> [Your assignment]:
This task calls for copying each line below that contains "junctions".

Data listing section start

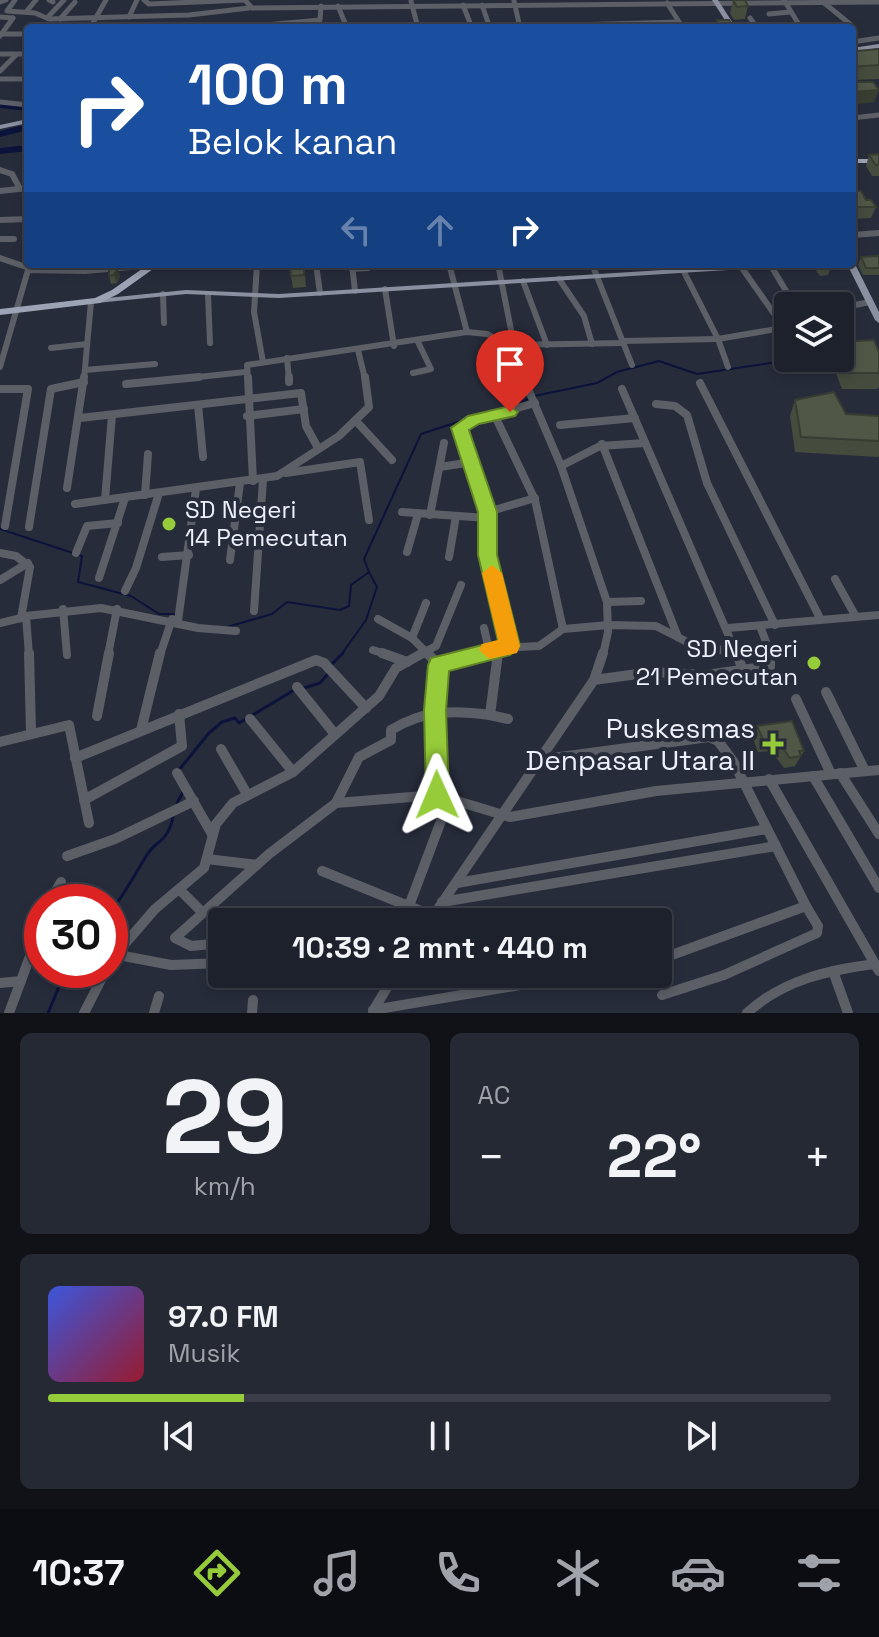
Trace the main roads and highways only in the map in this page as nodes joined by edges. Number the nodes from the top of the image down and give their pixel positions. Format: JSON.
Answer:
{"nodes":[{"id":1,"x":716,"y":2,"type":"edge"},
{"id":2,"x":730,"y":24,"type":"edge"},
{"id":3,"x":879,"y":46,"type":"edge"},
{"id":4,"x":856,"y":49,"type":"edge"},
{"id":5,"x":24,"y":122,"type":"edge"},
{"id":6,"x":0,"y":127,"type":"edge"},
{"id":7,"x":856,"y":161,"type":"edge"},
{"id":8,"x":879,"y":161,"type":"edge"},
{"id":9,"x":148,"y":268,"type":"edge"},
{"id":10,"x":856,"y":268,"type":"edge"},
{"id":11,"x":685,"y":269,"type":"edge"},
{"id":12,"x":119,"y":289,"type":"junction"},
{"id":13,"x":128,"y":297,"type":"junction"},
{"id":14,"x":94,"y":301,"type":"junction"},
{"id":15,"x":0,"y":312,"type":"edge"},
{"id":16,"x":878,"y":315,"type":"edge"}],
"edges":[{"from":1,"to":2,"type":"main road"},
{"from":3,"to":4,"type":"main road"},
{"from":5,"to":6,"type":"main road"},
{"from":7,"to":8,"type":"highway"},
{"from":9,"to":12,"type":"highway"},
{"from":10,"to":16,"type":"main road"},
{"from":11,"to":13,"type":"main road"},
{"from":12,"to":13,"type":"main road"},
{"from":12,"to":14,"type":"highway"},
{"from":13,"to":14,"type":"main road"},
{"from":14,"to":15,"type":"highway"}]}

Data listing section end
Data listing section start

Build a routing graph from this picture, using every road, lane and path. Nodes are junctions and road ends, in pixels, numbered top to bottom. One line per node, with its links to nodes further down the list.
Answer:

Data listing section end
Data listing section start

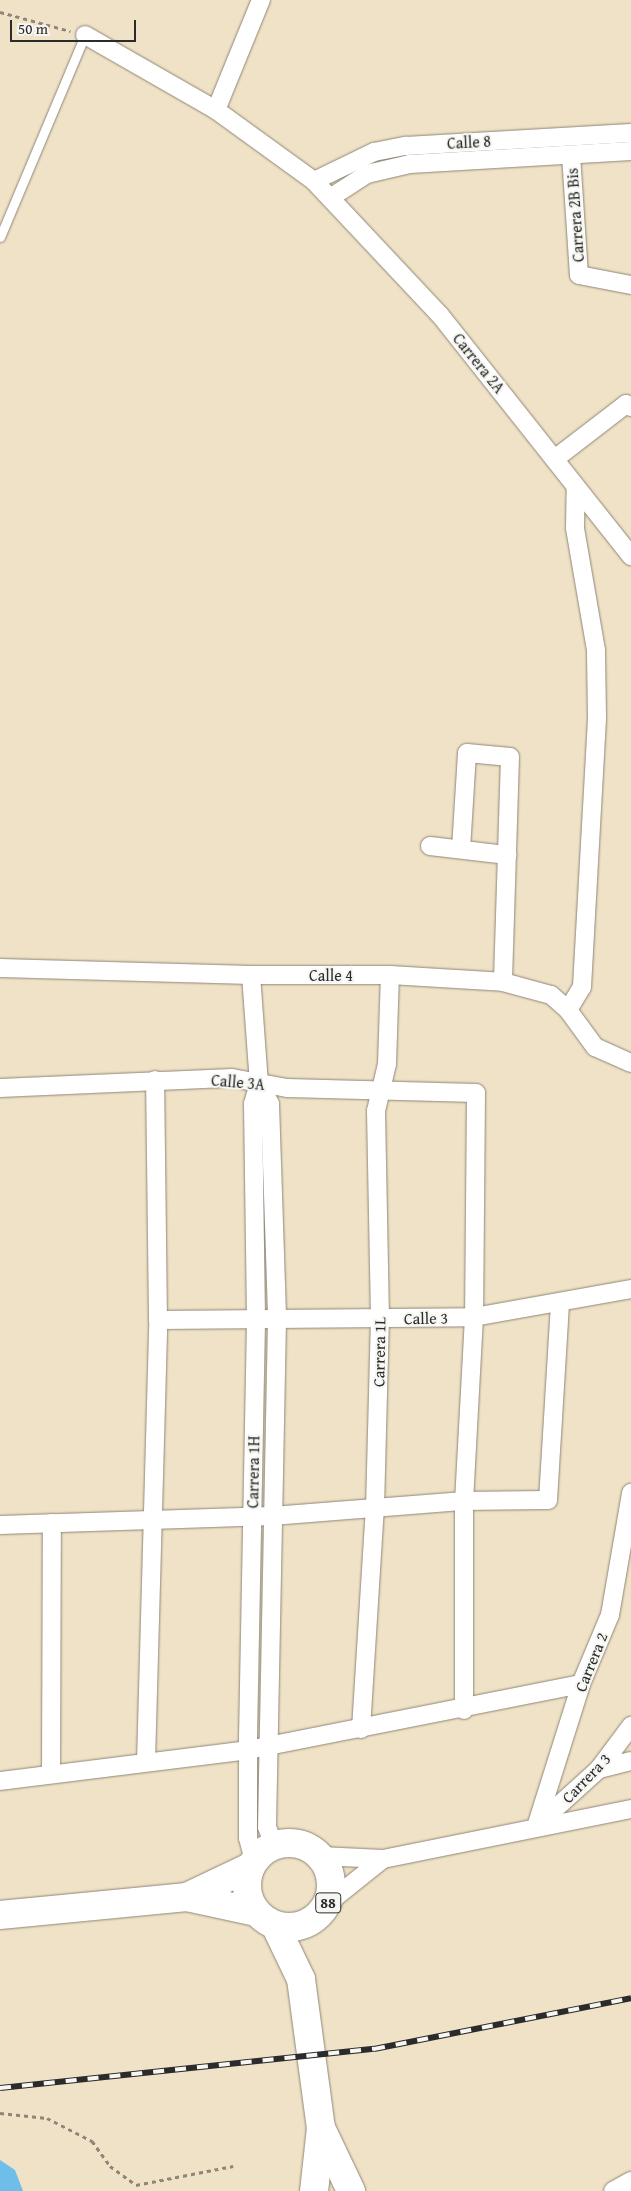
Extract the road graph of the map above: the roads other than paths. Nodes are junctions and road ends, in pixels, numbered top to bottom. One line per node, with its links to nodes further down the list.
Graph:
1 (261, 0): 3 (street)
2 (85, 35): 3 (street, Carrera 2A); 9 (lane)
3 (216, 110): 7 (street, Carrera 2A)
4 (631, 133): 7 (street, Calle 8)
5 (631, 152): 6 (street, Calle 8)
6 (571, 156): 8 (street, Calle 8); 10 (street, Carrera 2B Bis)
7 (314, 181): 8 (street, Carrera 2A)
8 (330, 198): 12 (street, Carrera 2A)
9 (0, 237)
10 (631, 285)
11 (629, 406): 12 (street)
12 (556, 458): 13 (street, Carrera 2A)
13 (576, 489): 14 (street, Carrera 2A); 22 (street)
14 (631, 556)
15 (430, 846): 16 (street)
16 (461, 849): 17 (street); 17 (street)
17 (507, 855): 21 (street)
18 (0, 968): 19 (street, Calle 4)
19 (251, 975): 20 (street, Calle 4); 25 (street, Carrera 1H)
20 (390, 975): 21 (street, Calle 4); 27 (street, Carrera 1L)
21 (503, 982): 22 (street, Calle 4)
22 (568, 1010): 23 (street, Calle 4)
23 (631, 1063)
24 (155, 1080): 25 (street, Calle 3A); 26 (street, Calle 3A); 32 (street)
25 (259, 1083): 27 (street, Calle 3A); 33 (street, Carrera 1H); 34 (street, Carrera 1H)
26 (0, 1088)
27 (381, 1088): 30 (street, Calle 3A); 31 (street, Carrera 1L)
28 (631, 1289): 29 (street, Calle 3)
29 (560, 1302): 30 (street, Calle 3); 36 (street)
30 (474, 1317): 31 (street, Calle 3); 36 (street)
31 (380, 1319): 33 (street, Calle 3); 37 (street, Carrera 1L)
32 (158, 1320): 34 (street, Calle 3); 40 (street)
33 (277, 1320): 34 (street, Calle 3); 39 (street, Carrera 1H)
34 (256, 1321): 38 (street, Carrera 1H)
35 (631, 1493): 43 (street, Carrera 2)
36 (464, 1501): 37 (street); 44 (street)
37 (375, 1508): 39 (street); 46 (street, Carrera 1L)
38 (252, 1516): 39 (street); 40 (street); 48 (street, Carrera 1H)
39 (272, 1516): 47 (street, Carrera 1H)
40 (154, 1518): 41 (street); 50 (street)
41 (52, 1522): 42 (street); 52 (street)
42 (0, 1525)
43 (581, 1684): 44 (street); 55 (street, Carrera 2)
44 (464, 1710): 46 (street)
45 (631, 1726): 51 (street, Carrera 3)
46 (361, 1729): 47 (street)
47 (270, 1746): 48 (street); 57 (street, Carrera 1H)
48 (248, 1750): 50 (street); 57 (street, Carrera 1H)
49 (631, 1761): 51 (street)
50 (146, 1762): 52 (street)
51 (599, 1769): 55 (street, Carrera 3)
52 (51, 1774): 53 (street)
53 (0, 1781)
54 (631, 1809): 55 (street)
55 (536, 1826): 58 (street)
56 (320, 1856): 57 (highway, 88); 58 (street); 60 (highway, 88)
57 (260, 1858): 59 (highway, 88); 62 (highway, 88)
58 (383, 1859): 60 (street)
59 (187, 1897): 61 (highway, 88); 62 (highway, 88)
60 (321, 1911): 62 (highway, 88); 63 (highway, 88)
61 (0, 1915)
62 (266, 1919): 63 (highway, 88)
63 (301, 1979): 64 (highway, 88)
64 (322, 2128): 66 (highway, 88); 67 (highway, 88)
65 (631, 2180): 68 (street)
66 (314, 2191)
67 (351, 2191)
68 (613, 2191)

Data listing section end

> [Answer box]:
Build a routing graph from this picture, using every road, lane and path. Nodes are junctions and road ends, in pixels, numbered top to bottom. One line per node, with its links to nodes further down the list.
Extract the road graph of the map above: the roads other than paths. Nodes are junctions and road ends, in pixels, numbered top to bottom. One line per node, with its links to nodes further down the list.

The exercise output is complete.